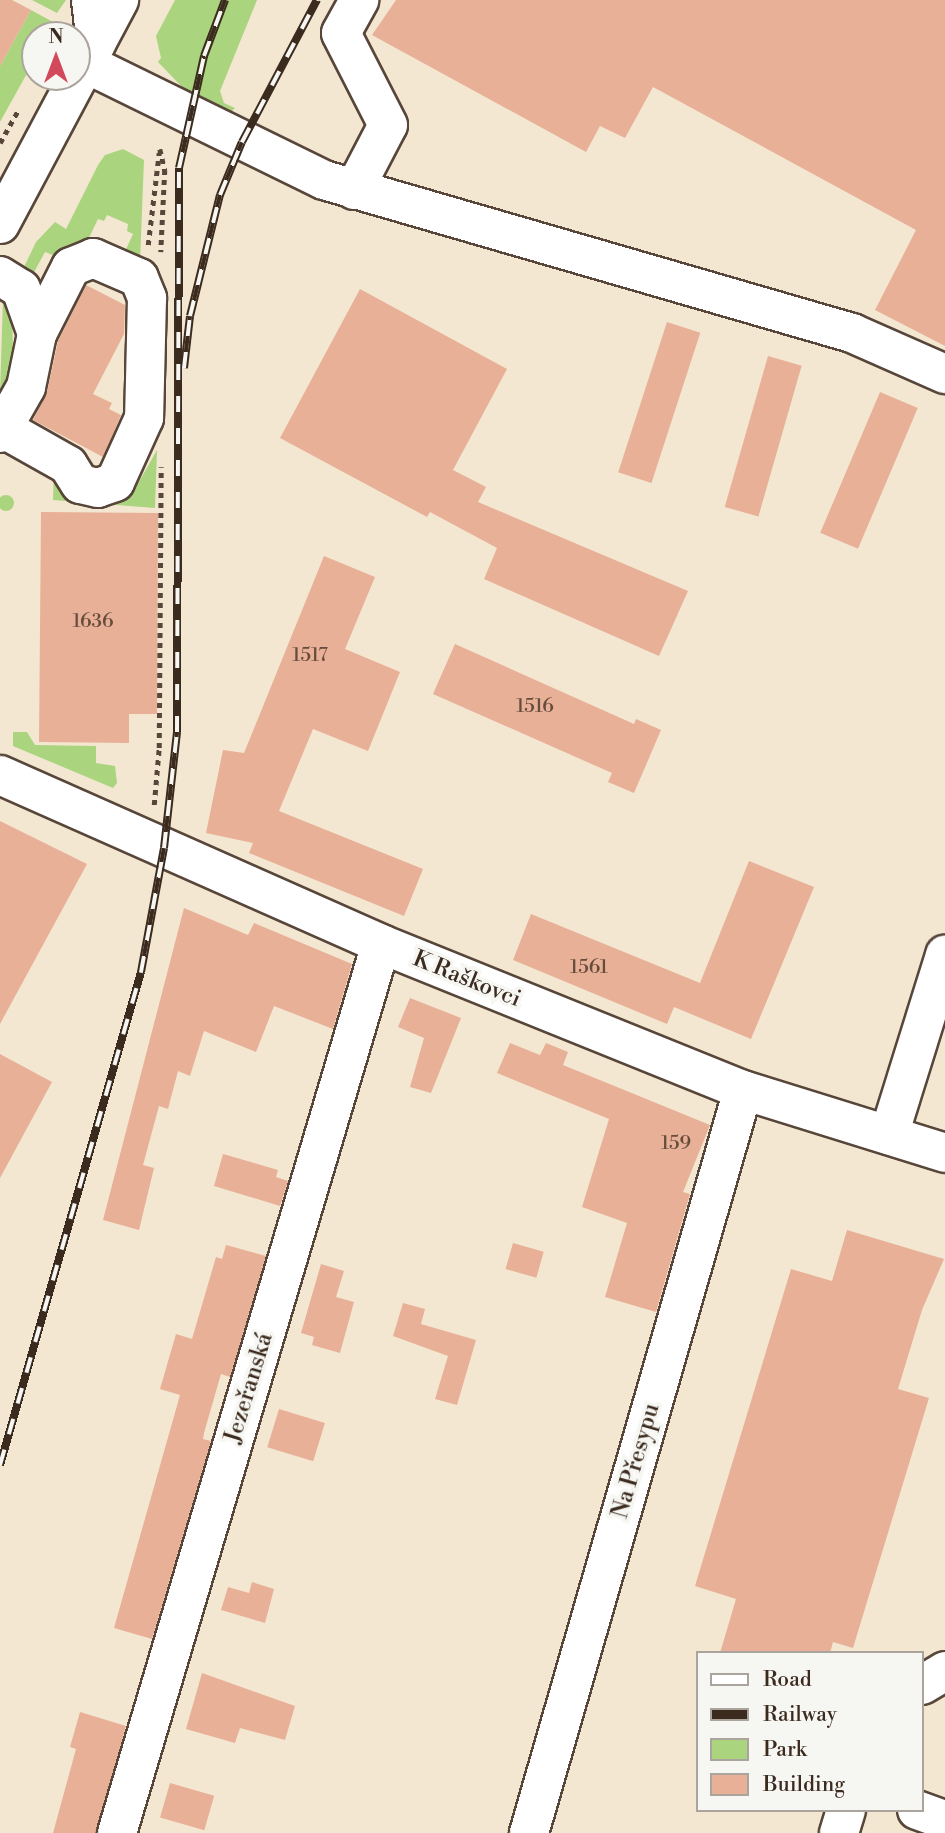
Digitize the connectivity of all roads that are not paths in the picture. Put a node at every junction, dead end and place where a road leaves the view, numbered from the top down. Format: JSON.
{"nodes":[{"id":1,"x":91,"y":0,"type":"edge"},
{"id":2,"x":119,"y":0,"type":"edge"},
{"id":3,"x":359,"y":0,"type":"edge"},
{"id":4,"x":91,"y":21,"type":"edge"},
{"id":5,"x":91,"y":53,"type":"joint"},
{"id":6,"x":71,"y":91,"type":"edge"},
{"id":7,"x":354,"y":190,"type":"junction"},
{"id":8,"x":0,"y":223,"type":"edge"},
{"id":9,"x":0,"y":276,"type":"edge"},
{"id":10,"x":37,"y":334,"type":"junction"},
{"id":11,"x":945,"y":374,"type":"edge"},
{"id":12,"x":3,"y":432,"type":"edge"},
{"id":13,"x":0,"y":775,"type":"edge"},
{"id":14,"x":381,"y":944,"type":"junction"},
{"id":15,"x":945,"y":956,"type":"edge"},
{"id":16,"x":743,"y":1090,"type":"junction"},
{"id":17,"x":889,"y":1135,"type":"junction"},
{"id":18,"x":945,"y":1153,"type":"edge"},
{"id":19,"x":945,"y":1671,"type":"edge"},
{"id":20,"x":924,"y":1684,"type":"edge"},
{"id":21,"x":845,"y":1812,"type":"edge"},
{"id":22,"x":922,"y":1812,"type":"edge"},
{"id":23,"x":945,"y":1820,"type":"edge"},
{"id":24,"x":117,"y":1833,"type":"edge"},
{"id":25,"x":529,"y":1833,"type":"edge"},
{"id":26,"x":839,"y":1833,"type":"edge"}],
"edges":[{"from":1,"to":4,"type":"street"},
{"from":2,"to":5,"type":"street"},
{"from":3,"to":7,"type":"street"},
{"from":5,"to":7,"type":"street"},
{"from":6,"to":8,"type":"street"},
{"from":7,"to":11,"type":"street"},
{"from":9,"to":10,"type":"street"},
{"from":10,"to":12,"type":"street"},
{"from":10,"to":12,"type":"street"},
{"from":13,"to":14,"type":"street","name":"K Raškovci"},
{"from":14,"to":16,"type":"street","name":"K Raškovci"},
{"from":14,"to":24,"type":"street","name":"Jezeřanská"},
{"from":15,"to":17,"type":"street"},
{"from":16,"to":17,"type":"street","name":"K Raškovci"},
{"from":16,"to":25,"type":"street","name":"Na Přesypu"},
{"from":17,"to":18,"type":"street","name":"K Raškovci"},
{"from":19,"to":20,"type":"street"},
{"from":21,"to":26,"type":"street"},
{"from":22,"to":23,"type":"street"}]}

#### WHAT YOU SHOULD DO
Give only a number, namely how many lines in the entries above hold the word "Raškovci".

#### SOLUTION FOR THIS PROBLEM
4